11 thoughts on “Sergeant First Class Paul R. Smith”

  1. Lex, your epitaph for Seargent First Class Paul R. Smith brought tears to my eyes. The injustice that our “news” media dealt to him makes me angry beyond words.

    Thanks for publicizing this man’s honor. I would not have heard of him if I had not logged onto Chicagoboyz today.

    At least our Pentagon, and our blogosphere have their priorities in the right place.

  2. Newsweek has gone onto al-Jazerrra to recant its retraction of the story. It’s a good thing they’ve got the first Amendment. I am beginning to wonder if they plan to test its precedence over Art III, Section 3 of the Constitution (Treason against the United States shall consist only in levying War against them, or in adhering to their Enemies, giving them Aid and Comfort.)?

  3. James and Bruce — We should not have to read the milblogs or the blogospheric right to know about this man. But the fact that we even have milblogs and the blogospheric right is the only reason why you, and now I, finally, have heard of him.

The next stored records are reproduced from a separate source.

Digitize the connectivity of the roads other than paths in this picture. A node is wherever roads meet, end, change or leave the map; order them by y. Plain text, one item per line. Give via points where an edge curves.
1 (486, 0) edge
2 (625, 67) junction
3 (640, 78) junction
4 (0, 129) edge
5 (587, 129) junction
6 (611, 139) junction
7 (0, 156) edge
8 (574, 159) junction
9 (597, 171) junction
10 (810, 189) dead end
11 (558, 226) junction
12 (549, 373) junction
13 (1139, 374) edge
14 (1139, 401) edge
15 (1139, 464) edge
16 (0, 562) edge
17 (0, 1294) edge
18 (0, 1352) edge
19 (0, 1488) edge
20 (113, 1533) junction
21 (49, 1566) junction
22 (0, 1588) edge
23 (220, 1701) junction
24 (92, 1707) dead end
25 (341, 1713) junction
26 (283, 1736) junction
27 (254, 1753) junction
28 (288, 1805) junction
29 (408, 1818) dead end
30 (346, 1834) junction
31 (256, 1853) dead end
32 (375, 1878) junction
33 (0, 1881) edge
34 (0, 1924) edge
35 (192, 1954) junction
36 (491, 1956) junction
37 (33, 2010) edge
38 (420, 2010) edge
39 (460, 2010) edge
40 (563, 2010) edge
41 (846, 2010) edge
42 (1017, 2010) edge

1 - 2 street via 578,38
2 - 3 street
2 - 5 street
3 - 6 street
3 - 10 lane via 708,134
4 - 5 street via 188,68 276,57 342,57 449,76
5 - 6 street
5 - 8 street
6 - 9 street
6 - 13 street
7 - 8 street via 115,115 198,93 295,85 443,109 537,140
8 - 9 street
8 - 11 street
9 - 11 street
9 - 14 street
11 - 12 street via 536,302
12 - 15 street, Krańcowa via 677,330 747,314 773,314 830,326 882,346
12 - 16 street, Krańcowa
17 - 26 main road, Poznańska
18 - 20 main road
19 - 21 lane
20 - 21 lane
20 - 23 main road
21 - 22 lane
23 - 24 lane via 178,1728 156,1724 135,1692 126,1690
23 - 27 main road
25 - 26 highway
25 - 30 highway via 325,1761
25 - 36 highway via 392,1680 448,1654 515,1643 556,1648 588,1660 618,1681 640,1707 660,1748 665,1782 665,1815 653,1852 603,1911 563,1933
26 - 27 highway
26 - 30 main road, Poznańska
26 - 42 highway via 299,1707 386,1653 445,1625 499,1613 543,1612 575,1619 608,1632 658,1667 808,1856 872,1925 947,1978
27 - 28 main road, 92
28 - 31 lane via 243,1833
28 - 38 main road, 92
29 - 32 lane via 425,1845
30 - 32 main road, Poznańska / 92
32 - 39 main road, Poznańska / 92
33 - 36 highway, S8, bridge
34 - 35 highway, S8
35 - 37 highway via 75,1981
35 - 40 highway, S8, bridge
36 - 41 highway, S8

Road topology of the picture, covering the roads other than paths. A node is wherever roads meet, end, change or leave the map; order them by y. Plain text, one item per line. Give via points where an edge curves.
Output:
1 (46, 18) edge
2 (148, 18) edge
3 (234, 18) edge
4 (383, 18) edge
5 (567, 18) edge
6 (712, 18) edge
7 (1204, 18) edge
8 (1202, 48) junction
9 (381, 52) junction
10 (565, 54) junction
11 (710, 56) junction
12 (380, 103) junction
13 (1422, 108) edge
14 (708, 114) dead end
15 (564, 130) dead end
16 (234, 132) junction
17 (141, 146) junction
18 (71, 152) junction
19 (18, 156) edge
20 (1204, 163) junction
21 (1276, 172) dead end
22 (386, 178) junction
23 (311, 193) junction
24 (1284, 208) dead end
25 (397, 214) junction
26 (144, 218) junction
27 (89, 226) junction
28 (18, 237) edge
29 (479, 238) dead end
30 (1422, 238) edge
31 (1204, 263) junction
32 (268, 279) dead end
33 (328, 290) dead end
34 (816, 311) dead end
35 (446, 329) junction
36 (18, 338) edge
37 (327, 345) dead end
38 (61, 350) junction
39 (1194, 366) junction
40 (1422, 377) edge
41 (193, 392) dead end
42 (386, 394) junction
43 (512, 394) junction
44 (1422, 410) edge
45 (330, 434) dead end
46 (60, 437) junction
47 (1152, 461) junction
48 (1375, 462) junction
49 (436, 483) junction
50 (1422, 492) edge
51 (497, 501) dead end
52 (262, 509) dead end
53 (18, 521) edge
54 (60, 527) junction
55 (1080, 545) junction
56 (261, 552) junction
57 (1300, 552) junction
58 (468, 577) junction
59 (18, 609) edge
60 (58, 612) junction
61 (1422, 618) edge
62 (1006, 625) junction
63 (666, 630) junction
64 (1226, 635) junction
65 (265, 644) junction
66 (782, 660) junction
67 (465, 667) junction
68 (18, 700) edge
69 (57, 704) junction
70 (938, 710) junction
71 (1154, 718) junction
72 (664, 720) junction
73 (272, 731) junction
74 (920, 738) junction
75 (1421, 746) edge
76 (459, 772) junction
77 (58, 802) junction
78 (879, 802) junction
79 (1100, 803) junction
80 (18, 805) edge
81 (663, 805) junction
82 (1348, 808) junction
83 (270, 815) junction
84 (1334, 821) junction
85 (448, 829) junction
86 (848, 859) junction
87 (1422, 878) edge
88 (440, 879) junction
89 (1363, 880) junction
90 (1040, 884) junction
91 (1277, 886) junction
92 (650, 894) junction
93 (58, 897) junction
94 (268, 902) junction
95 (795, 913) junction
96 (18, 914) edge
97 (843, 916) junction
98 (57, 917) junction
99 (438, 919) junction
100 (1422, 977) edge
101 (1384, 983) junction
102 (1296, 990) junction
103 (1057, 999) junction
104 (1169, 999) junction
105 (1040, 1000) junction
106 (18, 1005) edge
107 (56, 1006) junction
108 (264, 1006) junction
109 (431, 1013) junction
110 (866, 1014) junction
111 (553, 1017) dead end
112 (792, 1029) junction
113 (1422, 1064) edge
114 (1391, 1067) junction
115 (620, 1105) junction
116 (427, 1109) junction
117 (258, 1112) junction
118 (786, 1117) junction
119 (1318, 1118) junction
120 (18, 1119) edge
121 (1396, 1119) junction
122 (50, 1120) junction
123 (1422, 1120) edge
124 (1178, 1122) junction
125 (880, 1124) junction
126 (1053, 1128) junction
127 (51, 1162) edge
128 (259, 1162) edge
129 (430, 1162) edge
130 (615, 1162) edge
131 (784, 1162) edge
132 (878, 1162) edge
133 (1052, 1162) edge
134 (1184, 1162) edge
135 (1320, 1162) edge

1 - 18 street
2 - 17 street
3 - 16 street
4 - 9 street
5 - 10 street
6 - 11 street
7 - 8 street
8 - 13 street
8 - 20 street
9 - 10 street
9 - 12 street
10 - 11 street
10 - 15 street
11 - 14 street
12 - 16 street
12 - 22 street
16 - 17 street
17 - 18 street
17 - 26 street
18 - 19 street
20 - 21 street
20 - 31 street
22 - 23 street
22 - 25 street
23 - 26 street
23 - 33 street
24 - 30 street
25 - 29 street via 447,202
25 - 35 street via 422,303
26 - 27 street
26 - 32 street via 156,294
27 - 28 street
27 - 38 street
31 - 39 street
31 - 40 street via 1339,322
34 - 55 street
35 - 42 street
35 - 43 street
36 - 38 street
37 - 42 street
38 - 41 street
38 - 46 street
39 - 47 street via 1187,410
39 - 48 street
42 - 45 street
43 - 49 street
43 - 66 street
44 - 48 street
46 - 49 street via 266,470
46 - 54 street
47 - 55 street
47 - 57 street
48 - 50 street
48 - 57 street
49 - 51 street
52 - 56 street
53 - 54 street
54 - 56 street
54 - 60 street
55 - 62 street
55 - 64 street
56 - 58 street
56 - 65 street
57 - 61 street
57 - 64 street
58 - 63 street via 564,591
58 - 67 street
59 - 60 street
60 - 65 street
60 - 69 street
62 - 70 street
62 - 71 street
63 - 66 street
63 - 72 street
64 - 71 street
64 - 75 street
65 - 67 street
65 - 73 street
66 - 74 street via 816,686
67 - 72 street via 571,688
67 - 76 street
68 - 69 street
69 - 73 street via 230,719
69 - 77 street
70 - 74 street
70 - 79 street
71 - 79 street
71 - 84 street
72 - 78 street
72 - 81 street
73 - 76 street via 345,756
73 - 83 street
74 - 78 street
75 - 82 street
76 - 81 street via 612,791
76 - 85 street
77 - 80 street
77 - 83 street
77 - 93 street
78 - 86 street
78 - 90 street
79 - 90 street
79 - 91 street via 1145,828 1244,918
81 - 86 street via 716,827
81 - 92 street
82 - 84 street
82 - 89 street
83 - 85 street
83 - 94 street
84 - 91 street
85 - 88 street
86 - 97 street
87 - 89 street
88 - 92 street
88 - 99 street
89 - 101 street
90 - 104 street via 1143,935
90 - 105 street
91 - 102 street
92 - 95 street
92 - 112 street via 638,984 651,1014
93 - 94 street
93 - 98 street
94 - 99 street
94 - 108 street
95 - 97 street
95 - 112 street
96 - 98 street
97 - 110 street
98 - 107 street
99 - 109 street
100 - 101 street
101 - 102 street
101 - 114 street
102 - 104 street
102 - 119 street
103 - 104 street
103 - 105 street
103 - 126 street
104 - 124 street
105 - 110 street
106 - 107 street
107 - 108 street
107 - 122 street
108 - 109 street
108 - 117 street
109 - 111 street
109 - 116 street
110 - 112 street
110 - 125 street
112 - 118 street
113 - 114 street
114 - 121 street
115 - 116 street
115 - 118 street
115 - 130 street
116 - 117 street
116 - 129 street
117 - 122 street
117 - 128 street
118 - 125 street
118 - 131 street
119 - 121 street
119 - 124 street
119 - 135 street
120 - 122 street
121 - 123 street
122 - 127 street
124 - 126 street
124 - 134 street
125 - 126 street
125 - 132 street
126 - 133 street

  4. I think I read about him over at Juan Cole and Daily Kos. Oh, wait… … …no I didn’t. Sorry. I did read one of the Daily Kos contributors, not Kos himself, say on the occasion of delivering the Medal of Honor into the hands of Smith’s 11-year-old son, that Bush was “pandering to militarism”. He goes on to question whether we should be giving the country’s highest award to someone who died in a war, rather than say someone who lived a life for peace, etc…( As to your original post, you can bet ABC will report on this Medal of Honor winner. The report will only be about 2 seconds long as they read the names of all the war dead. No context will be provided. Just his name and rank. Because we don’t have time for heros anymore. Not unless they run away from their weddings or invite children to Neverland.

    Off topic — for anyone who might be older than me, I’m in my thirties, was it THIS bad during Vietnam? The polarization, I mean. And the media bias. And the level of vitriol spewed at our nation’s leaders by the opposition and the wingnuts…?

    I remember my father cussing for the first time in front of me. Abbie Hoffman appeared in some documentary or news segment. I laughed it off. But that’s now how I react when I see Michael Moore. –scott

  5. I was familiar with his story. I read it some time ago in print somewhere. It was quite a spread, complete with graphics illustrating the battle, but I don’t recall any mention of a Medal of Honor, which makes me think that it predated the official announcement of the award. Sgt Smith’s Medal of Honor was reported a couple of months ago in the New York Times.

  6. Serious question: why, &/or how, do you does one continue living with a “liberal” wife? I ask, in this polarized age, to gain insight about a personal relation. I don’t think it’s trivial to recognize that partitioning one’s psychic life, Clinton-fashion, involves a kind of denial of reality, when adjoining compartments contain deeply opposed values. Does tolerance of conflicting views in the civic sphere also require hostility in the sphere of intimacy?